Some of us are angry, and the news media likes this response.  It can be tapped for political reasons, and is sometimes used to deflect responsibility from ourselves by calling it “the Chinese virus” as if that would make it go away.  People who are angry can refuse to comply with distancing instructions or can unleash their fearful anger on others by criticizing and finger pointing.  None of this is helpful; yet, if we do not acknowledge the grief, the anger will not simply disappear.   Everything has suddenly changed; we no longer have the comfort of each other except by machine mediation; we no longer have the sense of being safe in our world; the simplest of tasks, e.g., grocery shopping, has taken on whole new aspects and component details; we have lost the sense of ourselves as productive workers, and some of us have physically lost family members who are no longer with us.  The losses are massive, and, although this particular virus will pass, the world will never be the way it was before.  The grief is also massive, and we need to acknowledge it.

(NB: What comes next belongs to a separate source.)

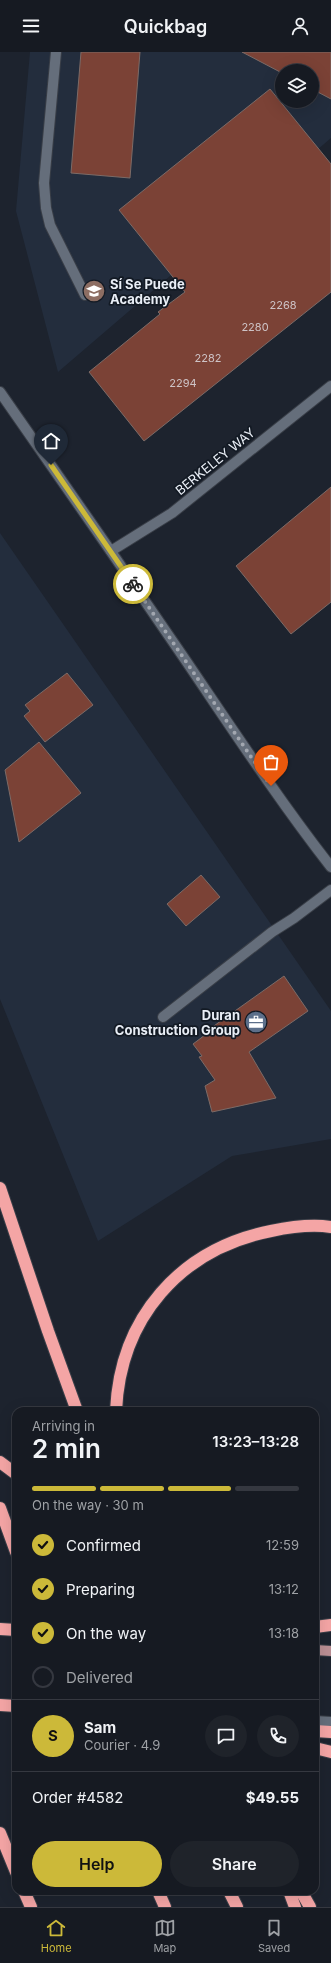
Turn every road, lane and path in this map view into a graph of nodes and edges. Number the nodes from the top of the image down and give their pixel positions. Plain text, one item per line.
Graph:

Next, the bargaining; if we are very good and follow the rules, things may go back to the way they were before.  This is a hope, but not a reality.  There are definitely ways we need to change to engender positive outcomes, but just following the rules which keep us safe now are not those ways.   Understand that for a long time we have been inflicting problems and negativity on our planet.   Some of these are war, racism and rejection of the poor and suffering, massive development which destroys the natural habitats of our fellow beings on earth, fossil fuel extraction and burning combined with factory farming, especially CAFOs, which massively increase the pace of global warming, political divisions and feuding, plastic and other pollution, extreme income inequality, the results of global warming, such as increased fires and storms and the resulting suffering.   These actions of ours do not come without consequences.   Viruses thrive in an atmosphere of negativity, and the current state of the Earth is a feast for viruses.  This one may pass, but if we do not change our ways and act in ways that heal our earth and clean up our negativity, viruses will continue to appear and have a virus party at our expense.  These are the things on which we need to focus, rather than on futile attempts to be “good enough” so things will go back to the way they were before.  We can have a positive and wonderful result, but only if we accept that we need to clean up our acts first.

Which brings us to acceptance.  Most of us are not there yet.    Acceptance of what has happened, acceptance of our losses, acceptance of changes made and changes we need to make are what will lead us out of grief to a better situation.   We of course will not forget – one does not forget what was loved but is lost – but we will no longer be in a state of pain and suffering.   If we accept and do the work we need to do, we can transcend the current distress and rise whole from its remains.

We need to become aware of and acknowledge our grief.  We need not be ashamed of the stages of grief we may be experiencing now, but we need to acknowledge them for what they are.   We need to be as gentle as possible with ourselves as we pass through these stages and allow ourselves to feel them.  Unless we feel them, we cannot process them, and we become stuck in our grief.  We can raise our voices in cries and wails of mourning as we move through this wake for what was.  We need to feel all this and process it and arrive at the acceptance of loss and of what work now needs be done.    That is our hope; it is the only realistic one.

May we each allow ourselves to grieve, to be gentle with ourselves in grieving, and to finally accept – accept both our losses and our responsibility to do the work of moving ahead.